On the New York Mercantile Exchange, natural gas for delivery in September traded at $3.309 per million British thermal units, up 0.35% on the day. Prices held in range between days high and low of $3.326 and $3.304 per Mmbtu. The fuel snapped an 11-day falling cycle on Thursday and surged 2.76% as market players closed nicely priced positions at the bottom and erased previous daily losses. Despite the gains, the fuel is still headed to a weekly decline, having trimmed weekly losses to 1.0% so far.

Natural gas was pressured in the last couple of weeks as weather forecasters continued to predict mild temperatures in key consuming areas. According to Commodity Weather Group LLC in Bethesda, Maryland, temperatures will be average or below-average in the eastern parts of the U.S. The highest temperature in New York on August 16 should be 77 degrees Fahrenheit, 6 below the average, while temperatures in Chicago may peak at 79 degrees Fahrenheit, 3 below usual, according to AccuWeather Inc.

When above-normal temperatures are expected, natural gas surges as increased electricity demand to power air-conditioning calls for more supply of the fuel, which is used for a quarter of the U.S. electricity generation. Mild temperatures have the opposite effect.

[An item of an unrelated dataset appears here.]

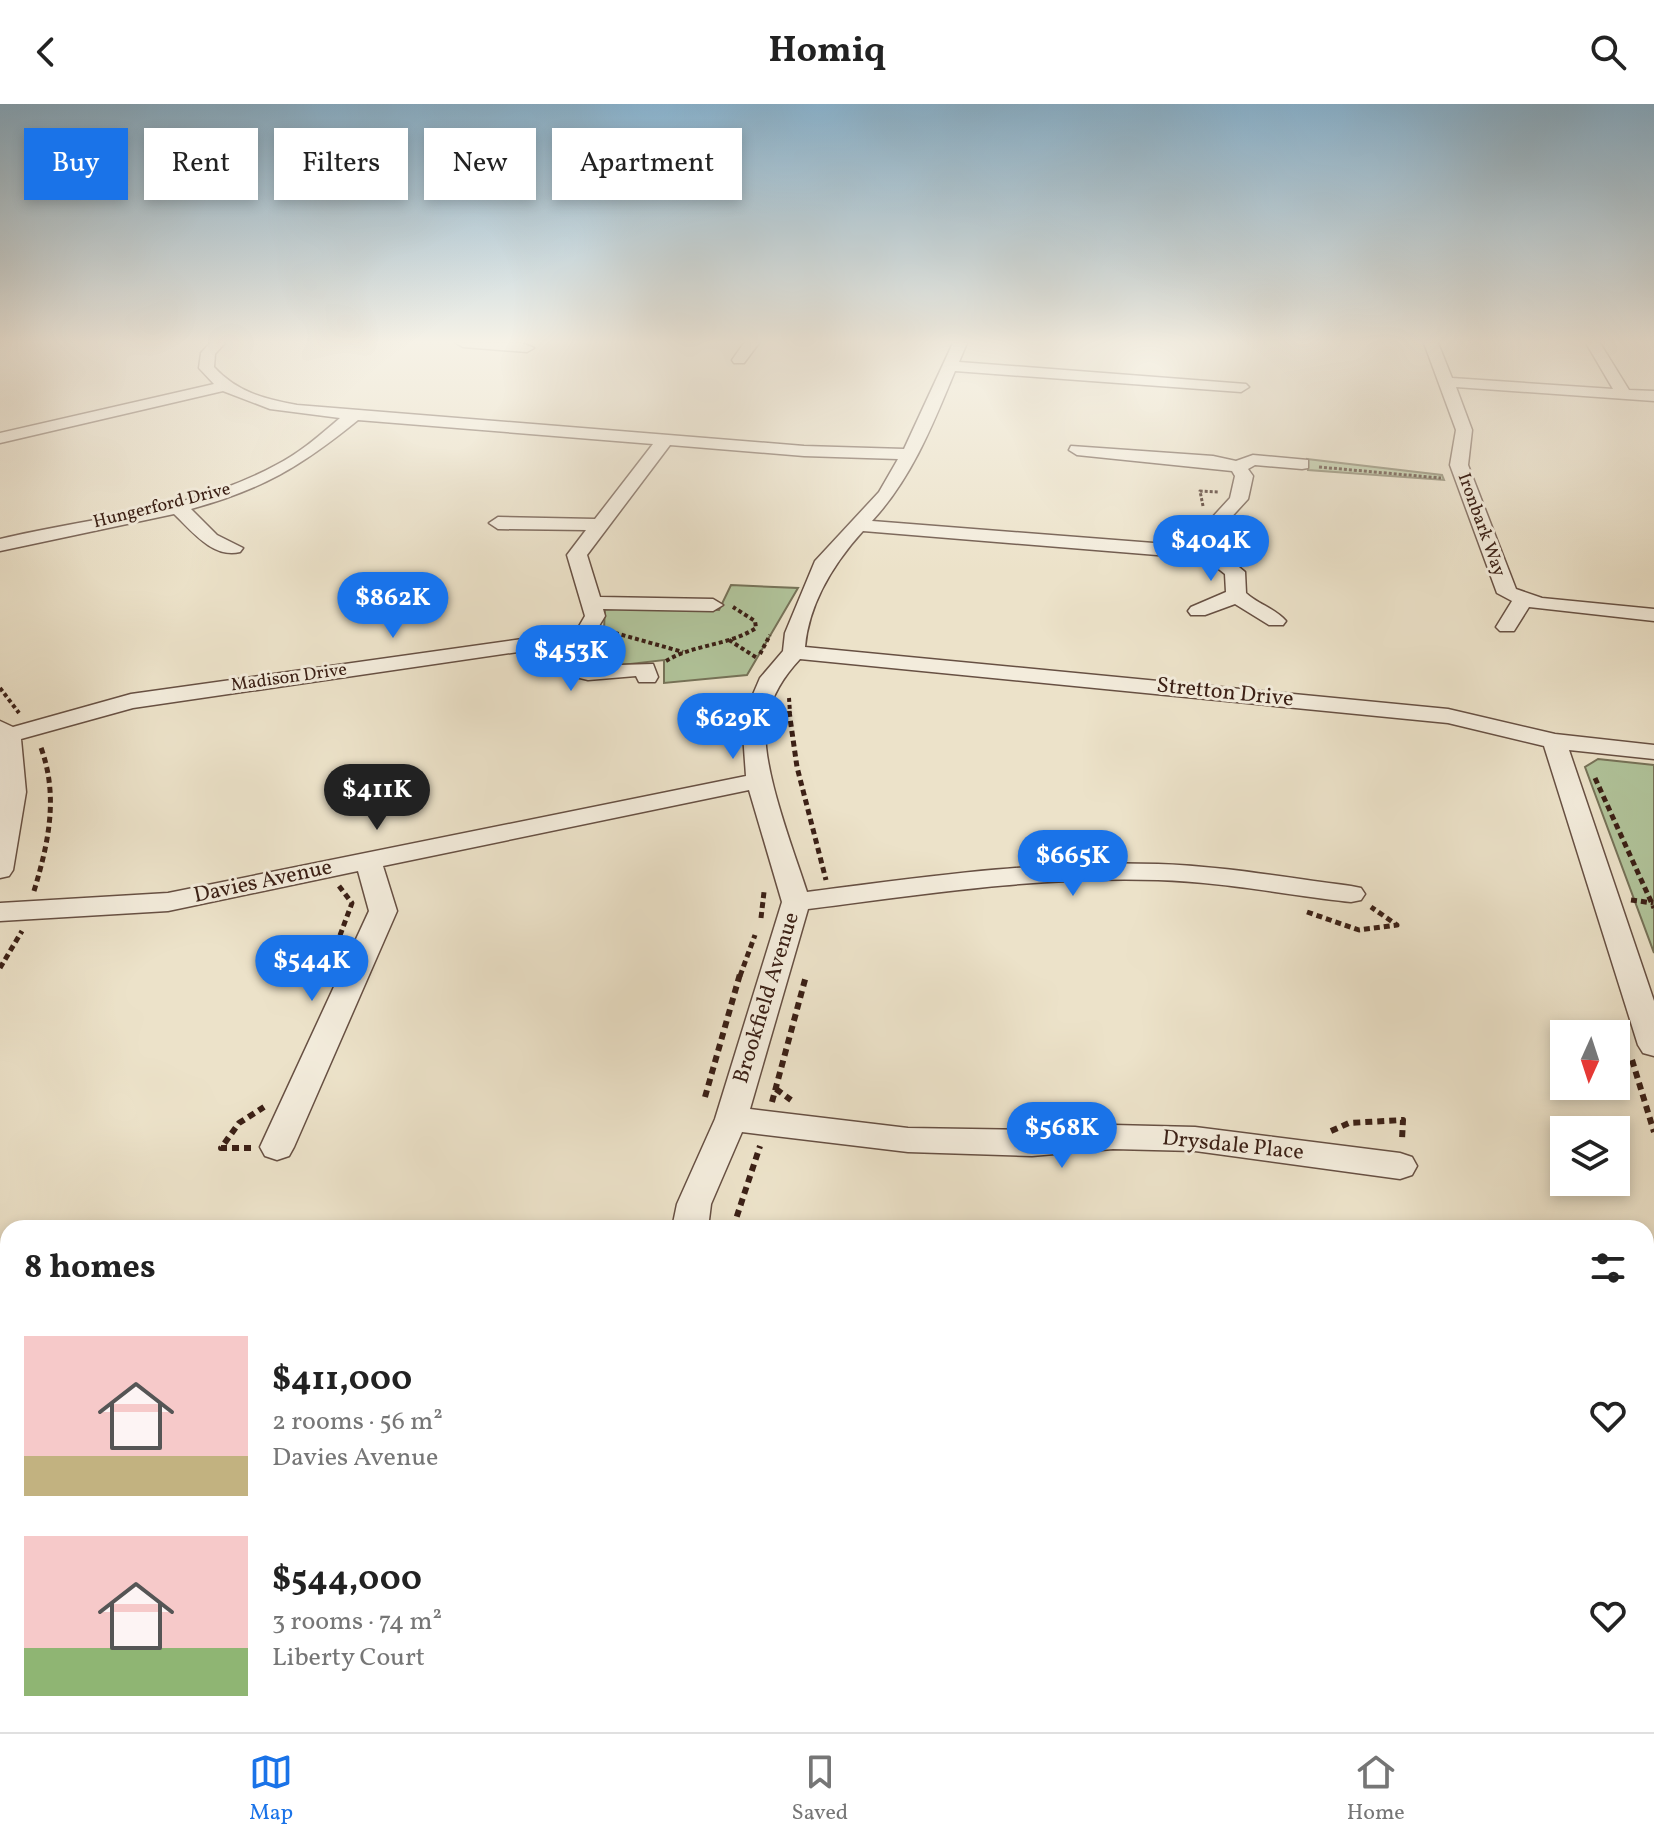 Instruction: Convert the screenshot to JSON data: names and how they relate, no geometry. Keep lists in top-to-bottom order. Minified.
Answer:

Jason Schenker, president of Prestige Economics in Austin, Texas, said for Bloomberg: “We’re going to see continued solid injections into storage as we trade the September contracts and move closer to the shoulder period.”

On Thursday, the Energy Information Administration reported that U.S. gas stockpiles rose by 96 billion cubic feet in the week ending August 2, surpassing analysts’ expectations. Total inventories equaled 2 941 billion cubic feet, 9.2% below last year’s 3 238 billion cubic feet during the comparable week. Last week’s figure however rose 0.7% above the five-year average storage at 2 921 billion cubic feet, marking the first surplus since March.

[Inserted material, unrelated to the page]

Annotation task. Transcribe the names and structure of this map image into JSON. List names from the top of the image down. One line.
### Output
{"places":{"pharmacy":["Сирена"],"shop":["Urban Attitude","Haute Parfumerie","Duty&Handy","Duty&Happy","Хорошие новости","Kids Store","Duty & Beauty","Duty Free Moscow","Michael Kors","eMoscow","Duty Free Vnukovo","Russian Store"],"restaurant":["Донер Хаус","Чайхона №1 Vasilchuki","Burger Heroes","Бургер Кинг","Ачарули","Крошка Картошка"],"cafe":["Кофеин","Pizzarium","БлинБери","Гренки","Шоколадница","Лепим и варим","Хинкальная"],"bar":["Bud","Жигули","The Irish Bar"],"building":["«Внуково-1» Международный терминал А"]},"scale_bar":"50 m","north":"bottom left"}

The EIA also said that inventories in the Producing Region received a net injection of 15 billion cubic feet and were 76 billion above the five-year average of 973 billion. In the East Region, stockpiles rose by 58 billion cubic feet and were 105 billion below the five-year average.

According to a Bloomberg survey of analysts and traders, eight out of thirteen questioned, or 62%, wagered that natural gas futures will fall next week. Four analysts, or 31%, expected the fuel to remain flat and only one predicted prices will surge.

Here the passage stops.